Пятиэтажный снова по сторонам огляделся, усмехается. В рекреации потише стало, все в нашу сторону уставились. Те, кто со спины на меня смотрели, наверное, не поняли ничего. Просто пятиэтажный дернулся вперед, шагнул, а потом вдруг на колени передо мной грохнулся и, когда я отошла в сторону, мордой пол припечатал. Мне наш массажист точку одну показывал, если туда даже пятилетний двумя пальцами что есть силы ткнет, человек как бы засыпает на несколько секунд и еще секунд сорок просыпается.
В общем, Шура на пол прилег, а я слышу, кто-то за спиной присвистнул. Оглядываюсь — Панов на меня смотрит. Лицо не то, чтоб красивое, но есть в нем что-то… Посмотрел он на меня, головой мотнул и отвернулся, наблюдает, как пятиэтажный в себя приходит. Я вернулась к своей сумке, взяла ее, полезла внутрь, чтобы руки как-то занять.
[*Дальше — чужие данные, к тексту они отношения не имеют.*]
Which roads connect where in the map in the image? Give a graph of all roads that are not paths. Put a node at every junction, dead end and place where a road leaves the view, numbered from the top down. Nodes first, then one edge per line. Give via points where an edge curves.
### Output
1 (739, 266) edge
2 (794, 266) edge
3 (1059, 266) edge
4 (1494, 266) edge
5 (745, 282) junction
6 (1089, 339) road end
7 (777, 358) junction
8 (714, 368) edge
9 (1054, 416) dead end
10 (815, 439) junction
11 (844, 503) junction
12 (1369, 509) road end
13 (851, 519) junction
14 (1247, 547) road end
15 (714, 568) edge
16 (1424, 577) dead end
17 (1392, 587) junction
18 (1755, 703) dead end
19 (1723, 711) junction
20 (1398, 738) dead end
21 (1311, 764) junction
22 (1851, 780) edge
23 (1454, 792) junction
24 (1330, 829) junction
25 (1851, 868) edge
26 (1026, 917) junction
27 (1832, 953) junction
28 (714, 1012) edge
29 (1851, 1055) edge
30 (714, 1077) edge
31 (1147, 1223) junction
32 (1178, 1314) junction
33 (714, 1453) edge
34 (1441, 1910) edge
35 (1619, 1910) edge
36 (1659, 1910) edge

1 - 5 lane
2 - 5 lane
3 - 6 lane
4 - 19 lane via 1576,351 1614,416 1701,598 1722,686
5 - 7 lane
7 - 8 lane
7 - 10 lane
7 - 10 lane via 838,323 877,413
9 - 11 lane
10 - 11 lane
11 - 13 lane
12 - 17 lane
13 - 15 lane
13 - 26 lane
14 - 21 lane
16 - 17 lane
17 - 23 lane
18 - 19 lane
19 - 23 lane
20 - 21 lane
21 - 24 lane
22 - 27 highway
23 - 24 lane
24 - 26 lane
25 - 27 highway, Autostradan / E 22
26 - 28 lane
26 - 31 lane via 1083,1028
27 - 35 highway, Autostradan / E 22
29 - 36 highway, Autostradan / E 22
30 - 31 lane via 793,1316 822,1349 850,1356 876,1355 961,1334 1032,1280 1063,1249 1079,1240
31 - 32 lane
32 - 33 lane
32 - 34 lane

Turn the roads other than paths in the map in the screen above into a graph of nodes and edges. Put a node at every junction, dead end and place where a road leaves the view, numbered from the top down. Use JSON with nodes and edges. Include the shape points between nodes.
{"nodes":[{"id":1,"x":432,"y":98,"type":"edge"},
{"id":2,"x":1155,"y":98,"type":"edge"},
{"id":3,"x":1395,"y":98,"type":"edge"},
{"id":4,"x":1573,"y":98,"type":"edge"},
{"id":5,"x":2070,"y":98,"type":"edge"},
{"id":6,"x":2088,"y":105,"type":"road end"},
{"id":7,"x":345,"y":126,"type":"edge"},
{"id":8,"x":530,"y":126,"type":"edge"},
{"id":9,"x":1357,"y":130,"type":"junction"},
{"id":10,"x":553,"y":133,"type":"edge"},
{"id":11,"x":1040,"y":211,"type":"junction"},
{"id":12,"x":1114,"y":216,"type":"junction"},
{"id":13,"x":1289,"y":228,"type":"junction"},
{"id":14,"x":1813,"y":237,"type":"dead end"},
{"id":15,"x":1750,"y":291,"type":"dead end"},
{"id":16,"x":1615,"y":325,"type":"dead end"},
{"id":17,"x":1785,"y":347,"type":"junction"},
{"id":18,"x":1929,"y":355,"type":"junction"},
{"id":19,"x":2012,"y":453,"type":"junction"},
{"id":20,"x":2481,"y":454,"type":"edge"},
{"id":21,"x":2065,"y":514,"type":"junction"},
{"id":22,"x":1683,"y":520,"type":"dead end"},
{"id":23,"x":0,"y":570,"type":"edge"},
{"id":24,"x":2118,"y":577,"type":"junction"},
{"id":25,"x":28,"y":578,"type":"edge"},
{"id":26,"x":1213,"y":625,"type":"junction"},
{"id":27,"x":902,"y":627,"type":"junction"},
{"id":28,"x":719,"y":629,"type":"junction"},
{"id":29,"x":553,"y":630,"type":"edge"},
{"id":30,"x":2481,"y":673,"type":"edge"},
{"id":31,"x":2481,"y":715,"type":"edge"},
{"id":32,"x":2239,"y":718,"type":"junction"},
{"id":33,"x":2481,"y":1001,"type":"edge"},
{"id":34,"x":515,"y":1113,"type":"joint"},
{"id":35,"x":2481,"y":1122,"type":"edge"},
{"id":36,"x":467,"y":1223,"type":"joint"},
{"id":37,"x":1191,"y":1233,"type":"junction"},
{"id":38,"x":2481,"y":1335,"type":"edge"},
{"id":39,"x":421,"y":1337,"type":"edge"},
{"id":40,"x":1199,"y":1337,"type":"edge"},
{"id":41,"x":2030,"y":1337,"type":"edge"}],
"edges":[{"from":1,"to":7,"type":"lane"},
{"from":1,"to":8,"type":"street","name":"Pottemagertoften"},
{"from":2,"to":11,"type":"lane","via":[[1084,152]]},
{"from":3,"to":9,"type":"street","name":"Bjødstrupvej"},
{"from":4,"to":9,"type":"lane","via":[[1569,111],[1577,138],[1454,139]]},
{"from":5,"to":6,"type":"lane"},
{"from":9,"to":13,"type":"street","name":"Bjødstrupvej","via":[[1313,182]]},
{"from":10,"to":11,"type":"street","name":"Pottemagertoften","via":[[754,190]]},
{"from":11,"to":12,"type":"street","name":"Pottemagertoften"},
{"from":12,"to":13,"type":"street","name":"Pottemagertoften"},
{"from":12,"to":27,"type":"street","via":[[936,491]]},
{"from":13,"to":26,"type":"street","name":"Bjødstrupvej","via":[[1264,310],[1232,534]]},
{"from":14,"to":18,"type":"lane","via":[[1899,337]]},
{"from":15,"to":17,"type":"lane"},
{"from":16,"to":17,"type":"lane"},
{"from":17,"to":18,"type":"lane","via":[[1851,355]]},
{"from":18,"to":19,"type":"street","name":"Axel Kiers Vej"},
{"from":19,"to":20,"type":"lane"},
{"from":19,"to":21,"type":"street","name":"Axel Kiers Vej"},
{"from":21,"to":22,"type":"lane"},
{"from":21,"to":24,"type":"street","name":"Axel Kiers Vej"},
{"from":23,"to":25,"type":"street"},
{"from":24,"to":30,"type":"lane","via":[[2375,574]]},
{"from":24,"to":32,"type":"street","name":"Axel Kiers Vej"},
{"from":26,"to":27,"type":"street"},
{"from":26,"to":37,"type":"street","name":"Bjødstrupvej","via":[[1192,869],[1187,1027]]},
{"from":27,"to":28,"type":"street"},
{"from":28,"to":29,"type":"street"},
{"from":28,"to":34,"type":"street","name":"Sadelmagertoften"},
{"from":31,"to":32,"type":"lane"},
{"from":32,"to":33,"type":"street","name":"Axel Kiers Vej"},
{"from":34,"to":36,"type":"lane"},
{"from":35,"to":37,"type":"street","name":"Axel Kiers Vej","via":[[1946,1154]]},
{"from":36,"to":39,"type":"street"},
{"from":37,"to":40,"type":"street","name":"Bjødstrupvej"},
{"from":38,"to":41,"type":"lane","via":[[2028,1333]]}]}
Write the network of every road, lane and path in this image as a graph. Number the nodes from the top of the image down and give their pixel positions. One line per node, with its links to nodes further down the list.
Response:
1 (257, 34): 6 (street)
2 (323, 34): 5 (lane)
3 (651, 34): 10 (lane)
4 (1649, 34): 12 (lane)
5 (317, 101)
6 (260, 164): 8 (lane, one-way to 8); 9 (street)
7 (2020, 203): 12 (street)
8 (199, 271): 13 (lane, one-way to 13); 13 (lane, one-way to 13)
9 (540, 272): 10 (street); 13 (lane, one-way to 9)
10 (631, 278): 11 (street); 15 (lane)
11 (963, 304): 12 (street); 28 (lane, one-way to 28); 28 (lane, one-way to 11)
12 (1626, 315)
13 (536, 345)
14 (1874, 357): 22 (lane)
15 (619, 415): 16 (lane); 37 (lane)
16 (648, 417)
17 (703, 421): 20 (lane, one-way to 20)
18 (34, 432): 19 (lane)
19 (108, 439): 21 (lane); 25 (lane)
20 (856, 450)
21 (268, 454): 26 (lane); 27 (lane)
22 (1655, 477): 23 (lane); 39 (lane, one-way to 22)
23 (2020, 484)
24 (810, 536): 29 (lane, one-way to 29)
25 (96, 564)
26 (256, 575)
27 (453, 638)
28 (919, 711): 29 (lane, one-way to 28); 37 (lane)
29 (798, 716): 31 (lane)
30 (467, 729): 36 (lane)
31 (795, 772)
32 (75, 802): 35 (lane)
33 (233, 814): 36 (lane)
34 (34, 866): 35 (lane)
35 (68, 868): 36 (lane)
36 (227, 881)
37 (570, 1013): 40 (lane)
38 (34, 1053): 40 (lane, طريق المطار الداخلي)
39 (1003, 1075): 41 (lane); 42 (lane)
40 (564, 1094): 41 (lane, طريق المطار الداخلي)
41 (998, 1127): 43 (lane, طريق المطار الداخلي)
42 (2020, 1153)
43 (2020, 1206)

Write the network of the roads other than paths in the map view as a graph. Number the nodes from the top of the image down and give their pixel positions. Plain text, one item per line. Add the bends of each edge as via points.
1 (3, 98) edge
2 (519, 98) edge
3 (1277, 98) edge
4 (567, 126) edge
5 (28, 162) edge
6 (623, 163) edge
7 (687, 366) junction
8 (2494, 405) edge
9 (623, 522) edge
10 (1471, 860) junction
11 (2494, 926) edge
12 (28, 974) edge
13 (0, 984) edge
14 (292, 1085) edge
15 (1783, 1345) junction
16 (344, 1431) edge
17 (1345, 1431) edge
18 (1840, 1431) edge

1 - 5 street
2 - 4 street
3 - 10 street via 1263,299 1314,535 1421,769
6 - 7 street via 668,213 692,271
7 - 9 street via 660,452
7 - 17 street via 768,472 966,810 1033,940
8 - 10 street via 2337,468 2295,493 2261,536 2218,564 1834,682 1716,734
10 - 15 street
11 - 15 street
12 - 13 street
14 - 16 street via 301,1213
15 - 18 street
В это время Халява пятиэтажному подняться помогает:
— Шур, ты в порядке?
— Уйди, гнусь!
— Ты чего… Это ж не я, это она…
— Я тебя сегодня с твоей шмакодявкой из школы не выпущу, понял? — и замахивается.
Халява в сторону отскакивает. Шура встает, отгоняет от окна двух-трех, опирается о подоконник, дышит тяжело.
В это время приходит училка по литературе, класс отпирает.
— Просили тебя? — подходит ко мне Халява. — Это же Шура, пятиэтажный.
— Ну и что?
— Дура ты, — говорит, — просили ее!..
И зазвенел звонок.
Звонок звенел и тогда, когда я застегнула куртку, подхватила на плечо сумку и к выходу двинула. Гляжу, в тамбуре стоит Халиков.
— Стой! — говорит. — Смотри. — И через стекло на улицу пальцем тычет.
Перед школой трамвайная линия, сразу за ней — дорога, за дорогой подворотня. У подворотни топчатся трое — пятиэтажный и еще два каких-то не из нашего класса.
— Ты бегать быстро умеешь? — интересуется Халиков.
— Ну?
— Если сразу вправо, могут и не догнать.
— А эти двое — кто?
— Лимон и Гуська… Они раньше у нас учились, теперь рядом, в пэтэу.
Мимо проходил Панов. Глянул в нашу сторону и на улицу вышел.